Zero initialisation in std::vector

The std::vector implementations I’ve looked at also all perform ‘zero initialisation’ (and I assume this is then actually required by the standard). We can test this by supplying the following custom allocator:

template <class T>
 
  class cNonZeroedAllocator
 
  {
 
  public:
 
      typedef T value_type;
 
      typedef value_type* pointer;
 
      typedef const value_type* const_pointer;
 
      typedef value_type& reference;
 
      typedef const value_type& const_reference;
 
      typedef typename std::size_t size_type;
 
      typedef std::ptrdiff_t difference_type;
 
  
 
      template <class tTarget>
 
      struct rebind
 
      {
 
          typedef cNonZeroedAllocator<tTarget> other;
 
      };
 
  
 
      cNonZeroedAllocator() {}
 
      ~cNonZeroedAllocator() {}
 
      template <class T2>
 
      cNonZeroedAllocator(cNonZeroedAllocator<T2> const&)
 
      {
 
      }
 
  
 
      pointer
 
      address(reference ref)
 
      {
 
          return &ref;
 
      }
 
      const_pointer
 
      address(const_reference ref)
 
      {
 
          return &ref;
 
      }
 
  
 
      pointer
 
      allocate(size_type count, const void* = 0)
 
      {
 
          size_type byteSize = count * sizeof(T);
 
          void* result = malloc(byteSize);
 
          signed char* asCharPtr = reinterpret_cast<signed char*>(result);
 
          for(size_type i = 0; i != byteSize; ++i)
 
          {
 
              asCharPtr[i] = -1;
 
          }
 
          return reinterpret_cast<pointer>(result);
 
      }
 
      void deallocate(pointer ptr, size_type)
 
      {
 
          free(ptr);
 
      }
 
  
 
      size_type
 
      max_size() const
 
      {
 
          return 0xffffffffUL / sizeof(T);
 
      }
 
  
 
      void
 
      construct(pointer ptr, const T& t)
 
      {
 
          new(ptr) T(t);
 
      }
 
      void
 
      destroy(pointer ptr)
 
      {
 
          ptr->~T();
 
      }
 
  
 
      template <class T2> bool
 
      operator==(cNonZeroedAllocator<T2> const&) const
 
      {
 
          return true;
 
      }
 
      template <class T2> bool
 
      operator!=(cNonZeroedAllocator<T2> const&) const
 
      {
 
          return false;
 
      }
 
  };

Oh, by the way, did I mention that I don’t like STL allocators? (Not yet, I will in my next post!) This is a bog standard STL allocator with the allocate method hacked to set all the bytes in the allocated memory block to non-zero values. The important bit is the implementation of the allocate and deallocate methods. The rest is just boilerplate.

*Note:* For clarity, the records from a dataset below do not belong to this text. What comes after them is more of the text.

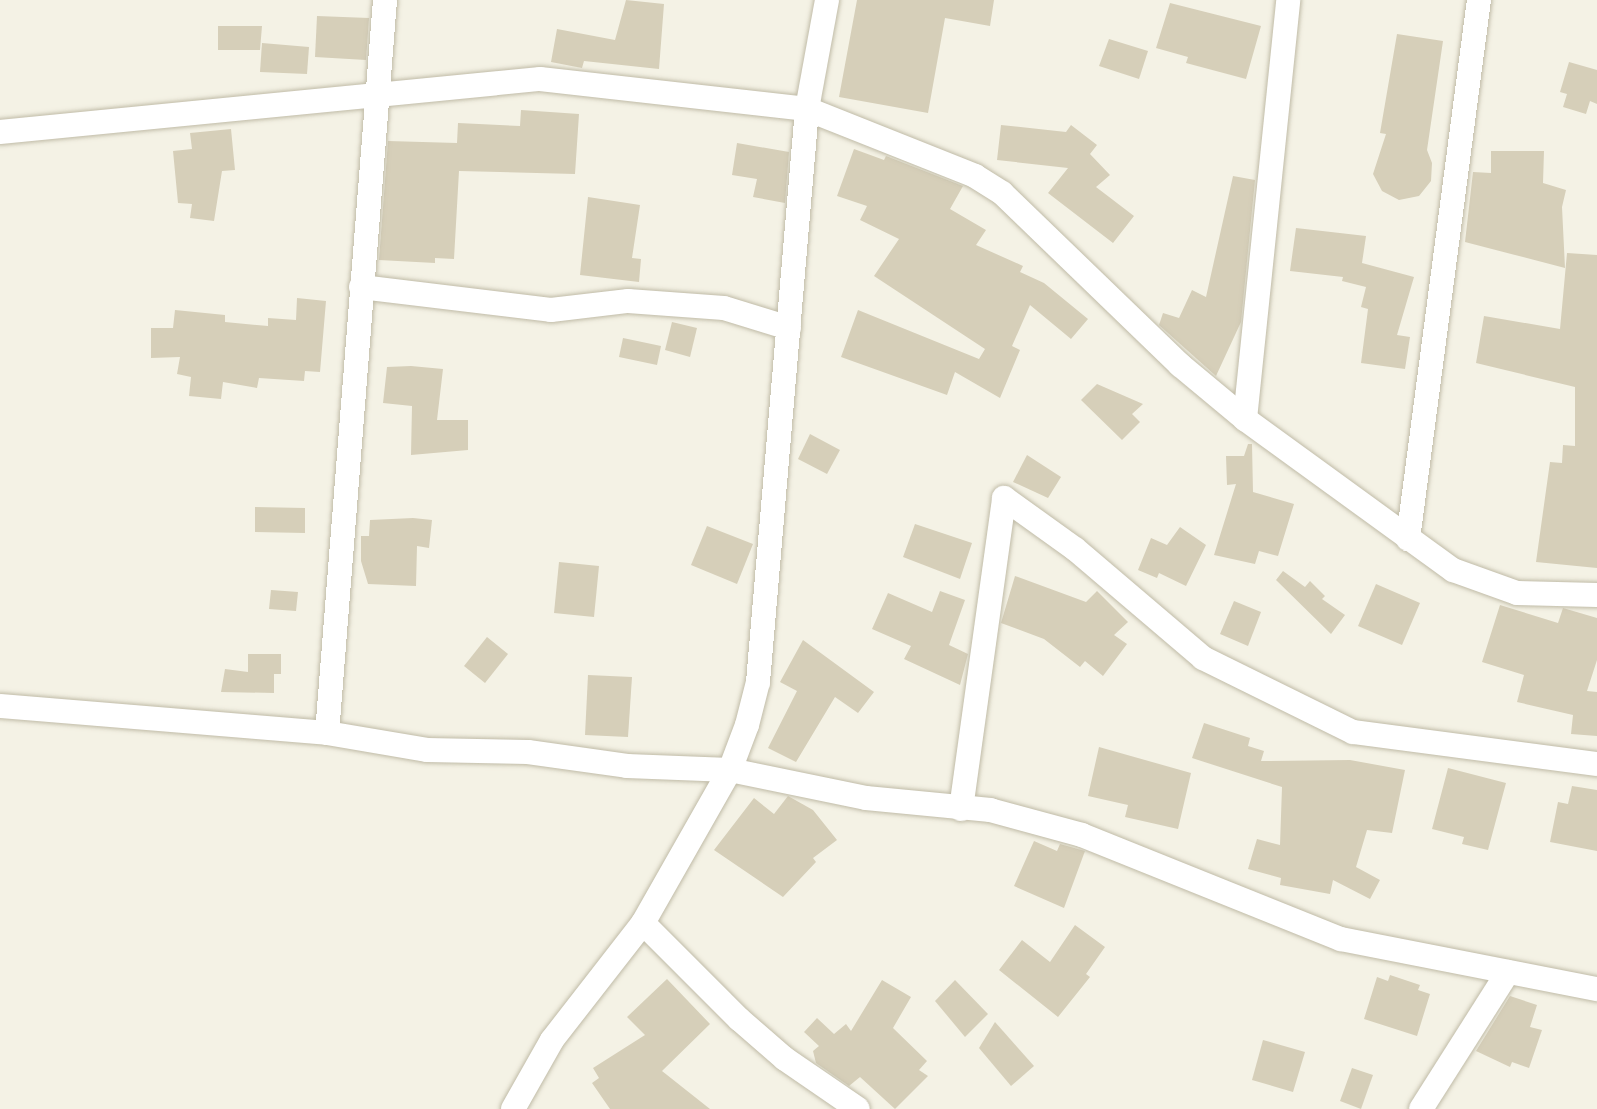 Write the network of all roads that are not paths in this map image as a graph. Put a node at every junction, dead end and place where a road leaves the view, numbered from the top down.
1 (385, 0) edge
2 (827, 0) edge
3 (1288, 0) edge
4 (1479, 0) edge
5 (376, 95) junction
6 (807, 109) junction
7 (0, 132) edge
8 (361, 287) junction
9 (789, 328) junction
10 (1245, 419) junction
11 (1408, 539) junction
12 (1597, 595) edge
13 (0, 706) edge
14 (327, 733) junction
15 (1597, 764) edge
16 (730, 770) junction
17 (961, 809) junction
18 (643, 923) junction
19 (1508, 972) junction
20 (1597, 989) edge
21 (513, 1109) edge
22 (858, 1109) edge
23 (1421, 1109) edge

1 - 5 street
2 - 6 street
3 - 10 street
4 - 11 street
5 - 6 street
5 - 7 street
5 - 8 street
6 - 9 street
6 - 10 street
8 - 9 street
8 - 14 street
9 - 16 street
10 - 11 street
11 - 12 street
13 - 14 street
14 - 16 street
15 - 17 street
16 - 17 street
16 - 18 street
17 - 19 street
18 - 21 street
18 - 22 street
19 - 20 street
19 - 23 street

To apply this in our test code:

int
 
  main(int argc, char* argv[])
 
  {
 
    std::vector<cInitialisationReporter,
 
      cNonZeroedAllocator<cInitialisationReporter> > v1;
 
    v1.resize(1);
 
    std::vector<cInitialisationReporter2,
 
      cNonZeroedAllocator<cInitialisationReporter2> > v2;
 
    v2.resize(1);
 
    return 0;
 
  }

And this gives:

cInitialisationReporter::i is 0
 
  cInitialisationReporter2::i is -1

Class with no default constructor + std::vector = initialisation overhead

So if I implement a ‘value class’ without default constructor, and then construct an std::vector with elements of this type, then I get initialisation overhead. And this accounts for part of the speedups we saw when switching to a custom vector implementation (together with the corresponding issue for built in types).

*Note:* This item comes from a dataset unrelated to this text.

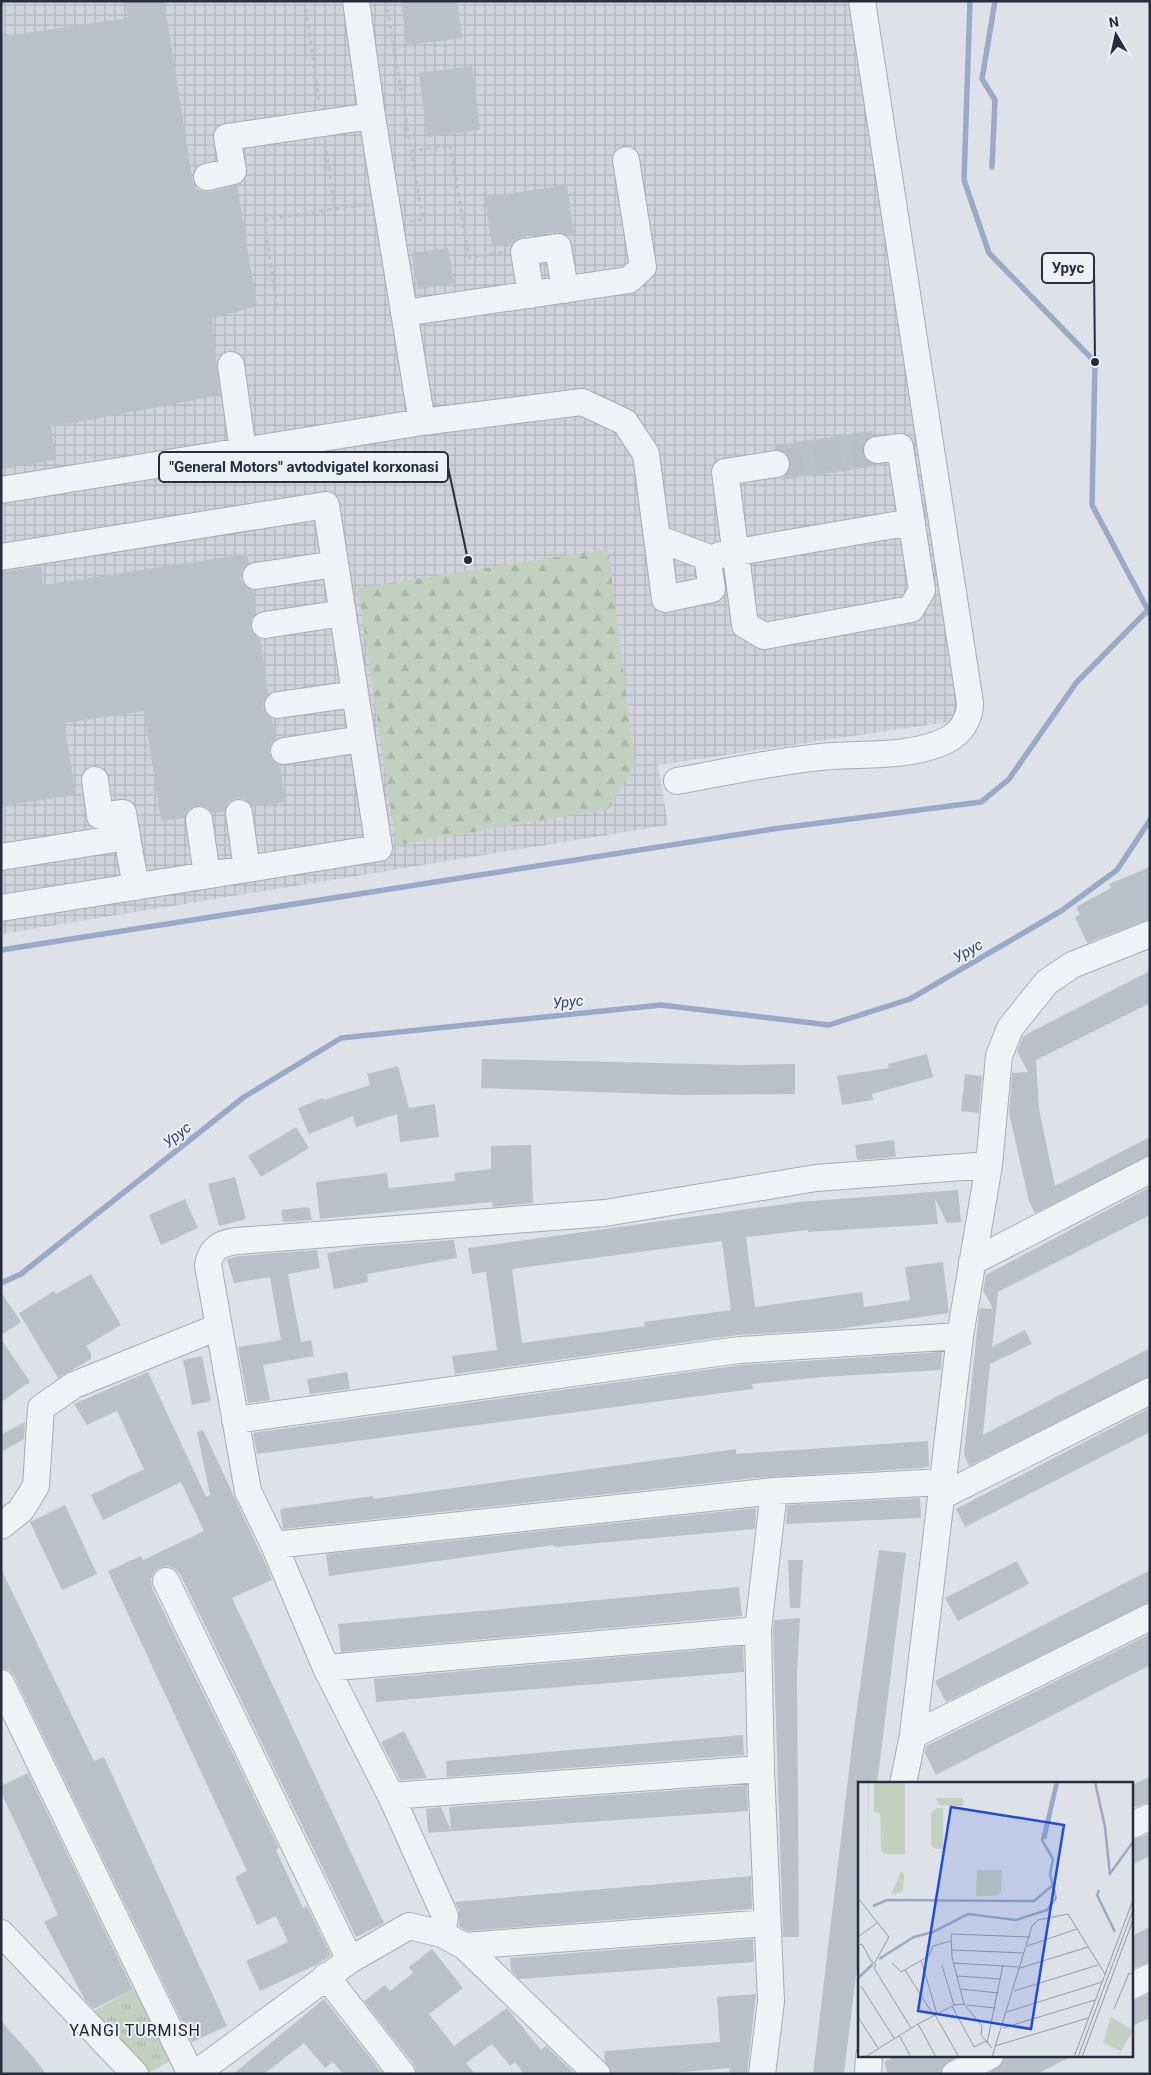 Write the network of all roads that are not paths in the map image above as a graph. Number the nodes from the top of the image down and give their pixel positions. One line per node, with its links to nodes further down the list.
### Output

But there’s a clear workaround for this issue, now, based on the above. To use std::vector, but avoid initialisation overhead for value type elements, we just need to make sure that each of our value type classes has an empty default constructor.

Extending to a wrapper for working around zero initialisation for built-in types

In the comments (commenting on the original version of this post!) Marek Knápek suggests using the following wrapper to avoid zero initialisation, in the context of built-in types:

template<typename T>
 
  // assuming T is int, short, long, std::uint64_t, ...
 
  // TODO: add static assert
 
  class MyInt{
 
  public:
 
  MyInt()
 
  // m_int is "garbage-initialized" here
 
  {}
 
  public:
 
  T m_int;
 
  };

And sure enough, this works (because of the empty default constructor in the wrapper class). But I really don’t like using this kind of wrapper in practice, as I think that this complicates (and slightly obfuscates!) each vector definition.

Using default initialisation semantics for our custom vector avoids the need for this kind of workaround. And, more generally, if we take each of the possible construction semantics on their merits (ignoring the fact that one of these is the behaviour of the standard vector implementation), I prefer ‘default initialisation’ semantics, since:

  • these semantics seem more consistent and avoid surprises based on whether or not an empty default constructor is included in a class, and
  • value type classes shouldn’t depend on zero initialisation, anyway (since they may be instantiated as local variables)

Type specialisation

One thing to be aware of, with this workaround, is that it looks like there can be implications for type specialisation, depending on your compiler version.

As I understand the type traits system in C++11, and the is_trivially_default_constructible method, this should return the same value for both cInitialisationReporter and cInitialisationReporter2, but when I try the following (with clang 3.2.1):

  cout
 
      << "is_trivially_default_constructible<cInitialisationReporter>: "
 
      << is_trivially_default_constructible<cInitialisationReporter>::value
 
      << 'n';
 
    cout
 
      << "is_trivially_default_constructible<cInitialisationReporter2>: "
 
      << is_trivially_default_constructible<cInitialisationReporter2>::value
 
      << 'n';

I get:

error: no template named 'is_trivially_default_constructible' in namespace 'std'; did you mean 'has_trivial_default_constructor'?

and then when I try with ‘has_trivial_default_constructor’:

  cout
 
      << "has_trivial_default_constructor<cInitialisationReporter>: "
 
      << has_trivial_default_constructor<cInitialisationReporter>::value
 
      << 'n';
 
    cout
 
      << "has_trivial_default_constructor<cInitialisationReporter2>: "
 
      << has_trivial_default_constructor<cInitialisationReporter2>::value
 
      << 'n';

I get:

has_trivial_default_constructor<cInitialisationReporter>: 1
 
  has_trivial_default_constructor<cInitialisationReporter2>: 0

This doesn’t matter for PathEngine since we still use an ‘old school’ type specialisation setup (to support older compilers), but could be something to look out for, nevertheless.

Conclusion

The overhead for zero initialisation in std::vector is something that has been an issue for us historically but it turns out that for std::vector of value type classes, zero initialisation can be avoided, without resorting to a custom vector implementation.

It’s interesting to see the implications of this kind of implementation detail. Watch out how you implement ‘value type’ classes if they’re going to be used as elements in large buffers, and maximum performance is desired!